(Material for this exercise)
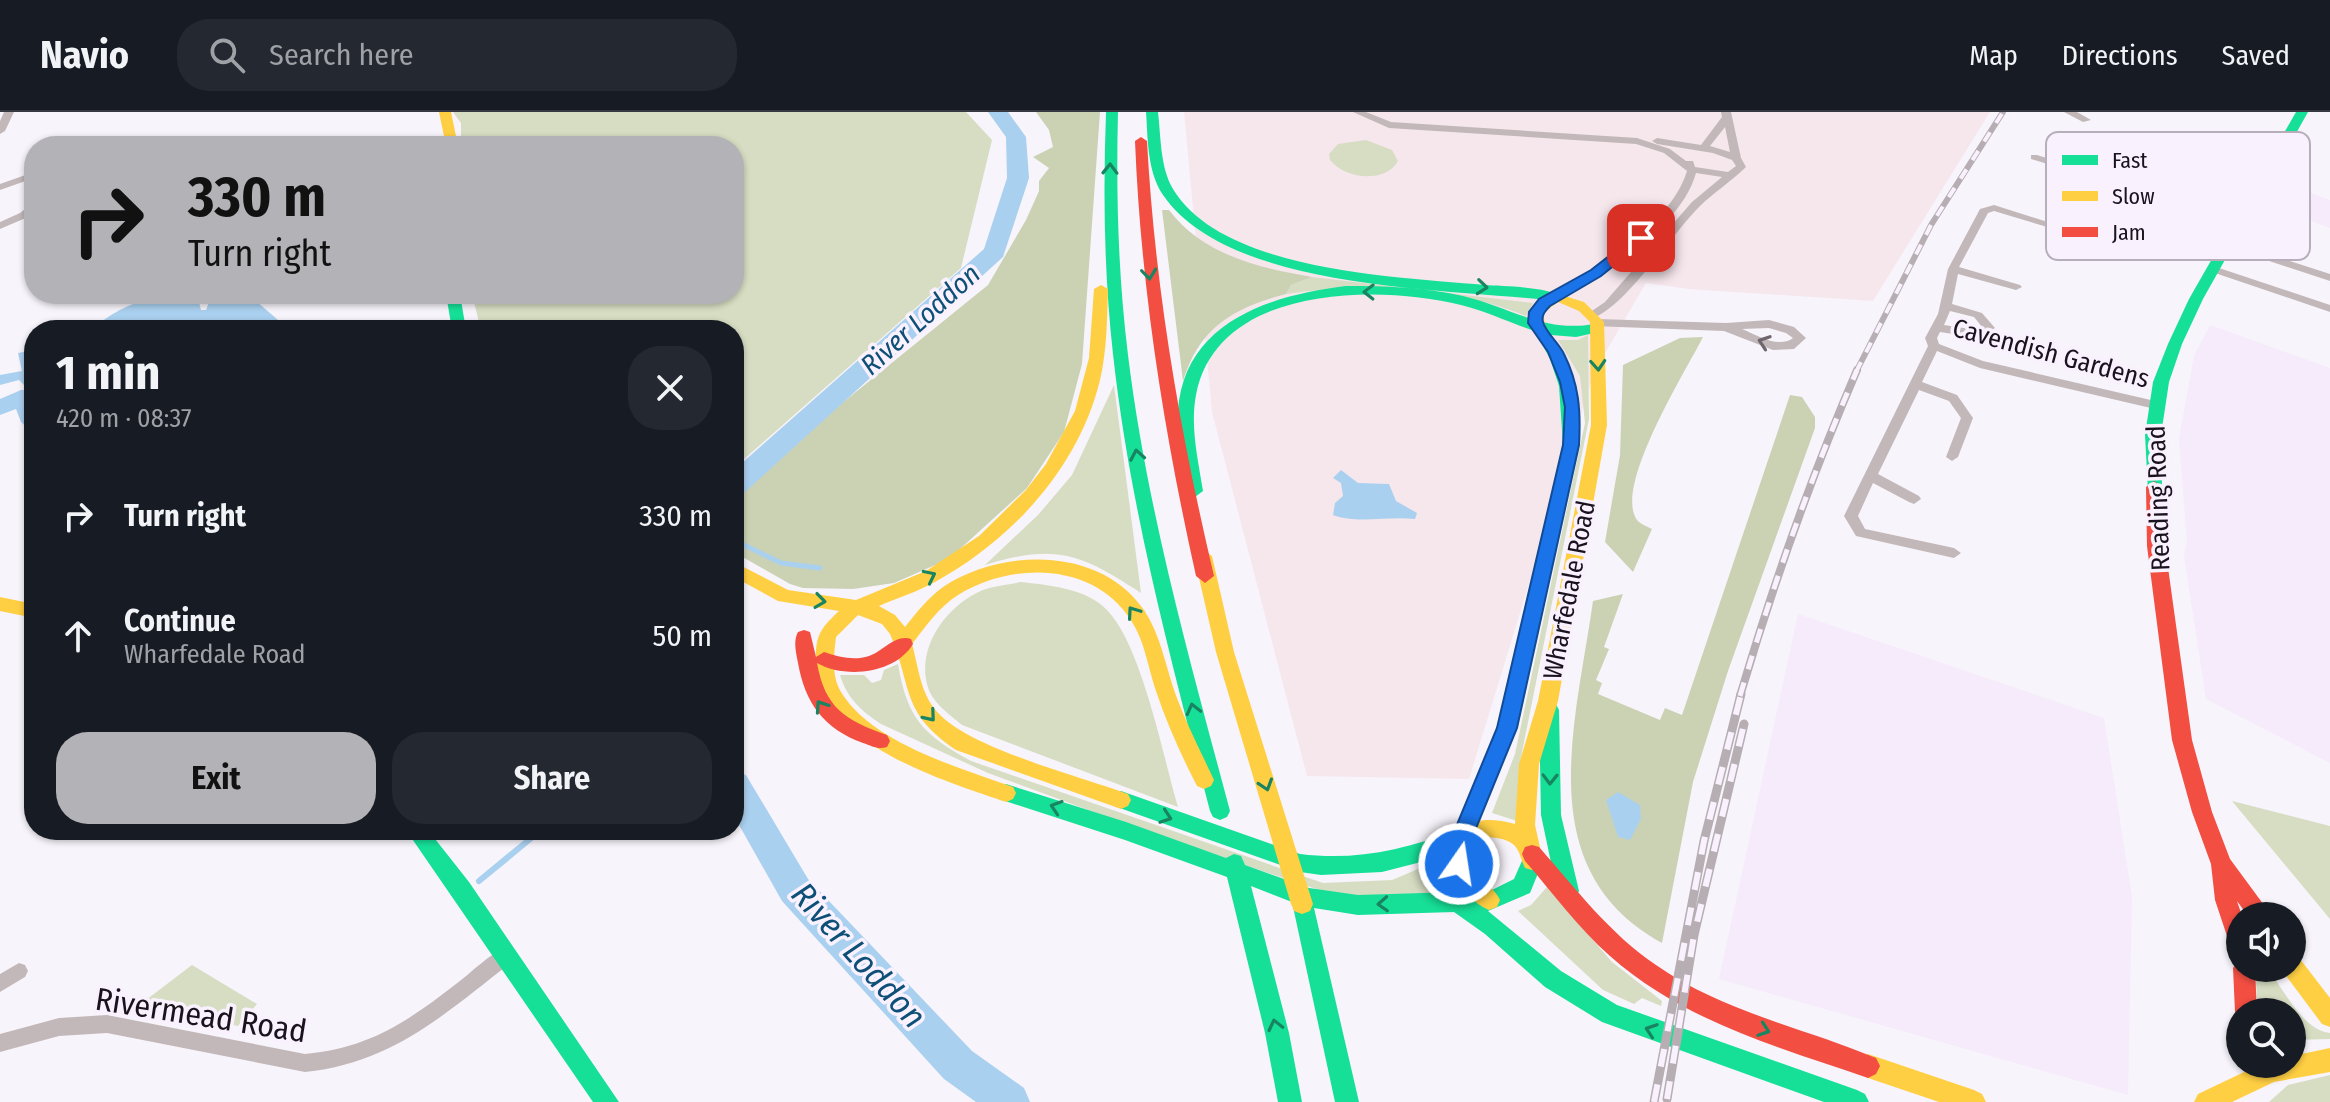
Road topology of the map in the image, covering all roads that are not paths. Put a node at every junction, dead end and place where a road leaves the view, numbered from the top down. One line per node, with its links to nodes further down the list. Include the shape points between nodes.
1 (9, 112): 11 (street)
2 (445, 112): 13 (main road)
3 (1112, 112): 26 (main road, one-way to 3)
4 (1141, 112): 50 (main road, one-way to 50, via 1157,345)
5 (1152, 112): 35 (main road, one-way to 35, via 1157,162 1166,188 1195,224 1222,241 1324,269)
6 (1358, 112): 14 (street, via 1389,125)
7 (2069, 112): 10 (street)
8 (2302, 112): 12 (main road, Reading Road)
9 (1726, 116): 15 (street); 17 (street)
10 (2086, 120)
11 (0, 131)
12 (2291, 132)
13 (450, 136)
14 (1637, 141): 15 (street); 18 (street, via 1667,151)
15 (1702, 149): 17 (street); 20 (street, via 1690,156)
16 (2034, 157): 19 (street)
17 (1736, 158): 21 (street, via 1741,167)
18 (1678, 161): 20 (street); 24 (street)
19 (2046, 161)
20 (1691, 169): 21 (street); 24 (street, via 1688,190)
21 (1732, 176): 38 (street, via 1696,204)
22 (24, 179): 23 (street)
23 (0, 187)
24 (1676, 200): 35 (street, via 1641,238)
25 (24, 215): 28 (street)
26 (1110, 224): 53 (main road, one-way to 26, via 959,559 1011,514 1054,463 1079,419 1092,379); 60 (main road, one-way to 26, via 1145,500 1124,367)
27 (2046, 224): 31 (street, Cavendish Gardens, via 1994,208 1984,211)
28 (0, 226)
29 (2218, 260): 32 (main road, Reading Road)
30 (2276, 260): 33 (street)
31 (1953, 269): 34 (street); 36 (street, Cavendish Gardens)
32 (2213, 269): 37 (street); 44 (main road, Reading Road, via 2170,355)
33 (2330, 278)
34 (2016, 287)
35 (1556, 297): 38 (main road, via 1576,303); 41 (main road, via 1536,312)
36 (1946, 306): 40 (street, Cavendish Gardens); 40 (street, via 1978,315 1989,328 1979,334)
37 (2330, 309)
38 (1595, 322): 39 (street); 41 (main road, via 1573,335); 58 (main road, Wharfedale Road, one-way to 58, via 1599,425)
39 (1726, 327): 39 (street, one-way to 39, via 1769,324 1800,338 1790,346 1773,346)
40 (1938, 328): 42 (street, Cavendish Gardens, via 1931,338)
41 (1540, 331): 50 (main road, one-way to 50, via 1464,300 1377,292 1299,296 1262,306 1232,322 1203,352 1187,401); 61 (main road, Wharfedale Road, via 1568,382 1571,445 1507,728)
42 (1934, 346): 43 (street, Cavendish Gardens); 44 (street, Cavendish Gardens, via 1980,364)
43 (1915, 384): 45 (street, via 1953,398 1967,418); 46 (street, Cavendish Gardens)
44 (2155, 405): 64 (main road, Reading Road, via 2153,504 2182,740)
45 (1952, 457)
46 (1870, 476): 47 (street); 48 (street, Cavendish Gardens, via 1851,516 1861,533)
47 (1914, 499)
48 (1954, 553)
49 (744, 574): 51 (main road)
50 (1205, 576): 81 (main road, one-way to 81, via 1328,1004)
51 (784, 596): 53 (main road, one-way to 53); 55 (main road)
52 (0, 604): 54 (main road)
53 (857, 607): 56 (main road, via 890,616); 57 (main road, via 830,628)
54 (24, 609)
55 (804, 637): 57 (main road); 59 (main road, one-way to 55, via 848,732 819,707 808,680)
56 (904, 642): 57 (main road, via 885,659 866,666 840,667); 60 (main road, one-way to 56, via 1182,736 1140,619 1123,598 1095,578 1044,566 987,573 936,603); 61 (main road, one-way to 61, via 921,705 946,733 987,753 1187,824 1300,863 1345,870 1388,865)
57 (824, 659): 59 (main road, via 835,699)
58 (1548, 701): 63 (main road, Wharfedale Road, via 1529,764 1525,825); 65 (main road, one-way to 65, via 1551,815)
59 (880, 741): 67 (main road, one-way to 59, via 1344,905 1309,898 984,786)
60 (1220, 811): 80 (main road, one-way to 60)
61 (1462, 837): 63 (main road, via 1485,826 1501,828); 66 (main road, via 1457,851 1463,875)
62 (423, 840): 70 (main road)
63 (1531, 852): 65 (main road); 66 (main road, via 1531,869 1522,888)
64 (2222, 864): 68 (main road, Reading Road); 69 (main road, Reading Road)
65 (1569, 893): 83 (main road, one-way to 83, via 1635,964 1691,1001)
66 (1490, 901): 67 (main road); 74 (main road)
67 (1457, 902): 74 (main road)
68 (2227, 902)
69 (2250, 902)
70 (507, 955): 76 (street, Rivermead Road, via 392,1039 328,1063 107,1024 59,1027); 79 (main road)
71 (19, 971): 73 (street)
72 (2304, 982): 75 (main road)
73 (0, 984)
74 (1584, 1000): 82 (main road, one-way to 74, via 1624,1020)
75 (2330, 1016)
76 (0, 1043)
77 (2330, 1060): 78 (main road, via 2283,1067)
78 (2241, 1095): 84 (main road)
79 (607, 1102)
80 (1290, 1102)
81 (1347, 1102)
82 (1857, 1102)
83 (1974, 1102)
84 (2206, 1102)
(End Material for this exercise)
■ What you are asked to do: Every line of the material must be returned verbatim, and pictures must be left behind.

■ Completed exercise:
Road topology of the map in the image, covering all roads that are not paths. Put a node at every junction, dead end and place where a road leaves the view, numbered from the top down. One line per node, with its links to nodes further down the list. Include the shape points between nodes.
1 (9, 112): 11 (street)
2 (445, 112): 13 (main road)
3 (1112, 112): 26 (main road, one-way to 3)
4 (1141, 112): 50 (main road, one-way to 50, via 1157,345)
5 (1152, 112): 35 (main road, one-way to 35, via 1157,162 1166,188 1195,224 1222,241 1324,269)
6 (1358, 112): 14 (street, via 1389,125)
7 (2069, 112): 10 (street)
8 (2302, 112): 12 (main road, Reading Road)
9 (1726, 116): 15 (street); 17 (street)
10 (2086, 120)
11 (0, 131)
12 (2291, 132)
13 (450, 136)
14 (1637, 141): 15 (street); 18 (street, via 1667,151)
15 (1702, 149): 17 (street); 20 (street, via 1690,156)
16 (2034, 157): 19 (street)
17 (1736, 158): 21 (street, via 1741,167)
18 (1678, 161): 20 (street); 24 (street)
19 (2046, 161)
20 (1691, 169): 21 (street); 24 (street, via 1688,190)
21 (1732, 176): 38 (street, via 1696,204)
22 (24, 179): 23 (street)
23 (0, 187)
24 (1676, 200): 35 (street, via 1641,238)
25 (24, 215): 28 (street)
26 (1110, 224): 53 (main road, one-way to 26, via 959,559 1011,514 1054,463 1079,419 1092,379); 60 (main road, one-way to 26, via 1145,500 1124,367)
27 (2046, 224): 31 (street, Cavendish Gardens, via 1994,208 1984,211)
28 (0, 226)
29 (2218, 260): 32 (main road, Reading Road)
30 (2276, 260): 33 (street)
31 (1953, 269): 34 (street); 36 (street, Cavendish Gardens)
32 (2213, 269): 37 (street); 44 (main road, Reading Road, via 2170,355)
33 (2330, 278)
34 (2016, 287)
35 (1556, 297): 38 (main road, via 1576,303); 41 (main road, via 1536,312)
36 (1946, 306): 40 (street, Cavendish Gardens); 40 (street, via 1978,315 1989,328 1979,334)
37 (2330, 309)
38 (1595, 322): 39 (street); 41 (main road, via 1573,335); 58 (main road, Wharfedale Road, one-way to 58, via 1599,425)
39 (1726, 327): 39 (street, one-way to 39, via 1769,324 1800,338 1790,346 1773,346)
40 (1938, 328): 42 (street, Cavendish Gardens, via 1931,338)
41 (1540, 331): 50 (main road, one-way to 50, via 1464,300 1377,292 1299,296 1262,306 1232,322 1203,352 1187,401); 61 (main road, Wharfedale Road, via 1568,382 1571,445 1507,728)
42 (1934, 346): 43 (street, Cavendish Gardens); 44 (street, Cavendish Gardens, via 1980,364)
43 (1915, 384): 45 (street, via 1953,398 1967,418); 46 (street, Cavendish Gardens)
44 (2155, 405): 64 (main road, Reading Road, via 2153,504 2182,740)
45 (1952, 457)
46 (1870, 476): 47 (street); 48 (street, Cavendish Gardens, via 1851,516 1861,533)
47 (1914, 499)
48 (1954, 553)
49 (744, 574): 51 (main road)
50 (1205, 576): 81 (main road, one-way to 81, via 1328,1004)
51 (784, 596): 53 (main road, one-way to 53); 55 (main road)
52 (0, 604): 54 (main road)
53 (857, 607): 56 (main road, via 890,616); 57 (main road, via 830,628)
54 (24, 609)
55 (804, 637): 57 (main road); 59 (main road, one-way to 55, via 848,732 819,707 808,680)
56 (904, 642): 57 (main road, via 885,659 866,666 840,667); 60 (main road, one-way to 56, via 1182,736 1140,619 1123,598 1095,578 1044,566 987,573 936,603); 61 (main road, one-way to 61, via 921,705 946,733 987,753 1187,824 1300,863 1345,870 1388,865)
57 (824, 659): 59 (main road, via 835,699)
58 (1548, 701): 63 (main road, Wharfedale Road, via 1529,764 1525,825); 65 (main road, one-way to 65, via 1551,815)
59 (880, 741): 67 (main road, one-way to 59, via 1344,905 1309,898 984,786)
60 (1220, 811): 80 (main road, one-way to 60)
61 (1462, 837): 63 (main road, via 1485,826 1501,828); 66 (main road, via 1457,851 1463,875)
62 (423, 840): 70 (main road)
63 (1531, 852): 65 (main road); 66 (main road, via 1531,869 1522,888)
64 (2222, 864): 68 (main road, Reading Road); 69 (main road, Reading Road)
65 (1569, 893): 83 (main road, one-way to 83, via 1635,964 1691,1001)
66 (1490, 901): 67 (main road); 74 (main road)
67 (1457, 902): 74 (main road)
68 (2227, 902)
69 (2250, 902)
70 (507, 955): 76 (street, Rivermead Road, via 392,1039 328,1063 107,1024 59,1027); 79 (main road)
71 (19, 971): 73 (street)
72 (2304, 982): 75 (main road)
73 (0, 984)
74 (1584, 1000): 82 (main road, one-way to 74, via 1624,1020)
75 (2330, 1016)
76 (0, 1043)
77 (2330, 1060): 78 (main road, via 2283,1067)
78 (2241, 1095): 84 (main road)
79 (607, 1102)
80 (1290, 1102)
81 (1347, 1102)
82 (1857, 1102)
83 (1974, 1102)
84 (2206, 1102)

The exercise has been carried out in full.